20th juin 2019 | 5 Min read time

Women in Engineering

Learn more about what inspires young women to pursue a career in engineering today and what it’s like to be a female engineer in this blog post, featuring established TecQuipment engineer Bridget Whitehouse and aspiring young engineer Molly Ferneyhough.

Encountering a woman in engineering in the 1980’s was a great rarity, and while the presence of women in engineering has increased it is by no means a well gender balanced industry. Our workforce at TecQuipment reflects what is an industry wide bias due to a shortage of female candidates in the market. This is beginning to change.

This summer, 16-year-old school student Molly Ferneyhough who aspires to be an engineer, will be spending four weeks working with the engineering team to gain experience.

16-year-old Molly challenges her peers with aspirations to be engineer

Since primary school, Molly enjoyed maths and science, shunning topics like English for more practical subjects that delved into understanding how the world and things worked. When she was 12, Molly’s physics teacher pointed out that she would make an excellent engineer. At the time, Molly had little understanding on what an engineer did. After some research, and visits to places like the National Space Centre, her mind was made up – engineering it should be, particularly aerospace engineering. With her GCSEs now done, Molly plans to study Maths, Physics and Economics at A’Level. From then she hopes to do an apprenticeship and move into management in engineering.

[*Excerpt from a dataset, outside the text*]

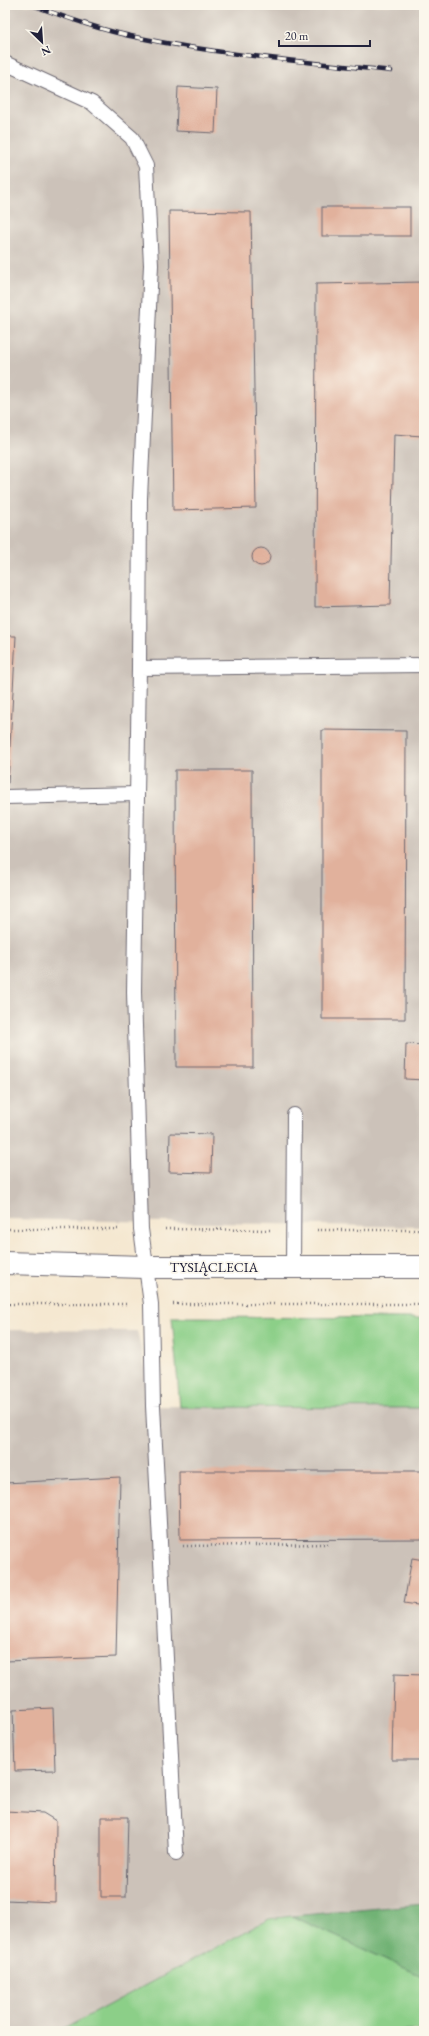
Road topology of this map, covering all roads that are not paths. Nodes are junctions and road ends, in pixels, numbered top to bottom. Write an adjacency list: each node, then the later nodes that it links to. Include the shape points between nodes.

Molly Ferneyhough with a Supersonic Wind Tunnel from TecQuipment

It certainly sounds like nothing is going to stand in Molly’s way…
“I love it, no one is going to stop me. Women can do whatever jobs men can do.”

This is what Molly tells her female peers when they ask why she wants to be an engineer.

Bridget’s career in engineering journey

TecQuipment’s Technical Author Bridget Whitehouse has spent a career from the early 80s in engineering, but unlike Molly’s journey she only discovered her interest in technology and engineering when she was studying a degree in technical history. The interest captured her to such an extent that in her second year she switched to combine her degree with Computer Science.

After this she went on to be a Computer Programmer working on bespoke systems hosted on early PCs (dual floppies, no hard drive) and mini computers. From there Bridget moved onto being a Systems Analyst and then a Software Engineer working on instrumentation tracking in oil refineries. With the 1990s recession Bridget was made redundant so she went back to university to get a masters in Computer Science. When family responsibilities came along, Bridget chose to take a career break, during which she retrained as a Technical Author. Bridget’s new engineering career found her in a job working on trains that carried out non-destructive ultrasonic testing of rail track. Her days in the office were interspersed with days and sometimes nights on the trains learning about the equipment from development engineers so that she could create user manuals for technicians and maintenance engineers. This job took her to railway sidings in America, Spain, Germany and the UK.

Now Bridget writes TecQuipment’s datasheets and User Guides for all the varied products for training the next generation of engineers. She is not tied to the desk (her only personal requirement for her career from the outset), and on an almost daily basis she is in the factory learning about the equipment, what it does and how it works so that she can write up Student, Lecturer, Safety, User, Installation and other guides.

Bridget Whitehouse with TecQuipment's Flat Plate Thermal Solar Energy Collector
Bridget says of her career “I love it, no two days are the same, I am constantly learning. It is nice to be working with all the men but it would be nicer still if women in engineering were the norm rather than the exception”.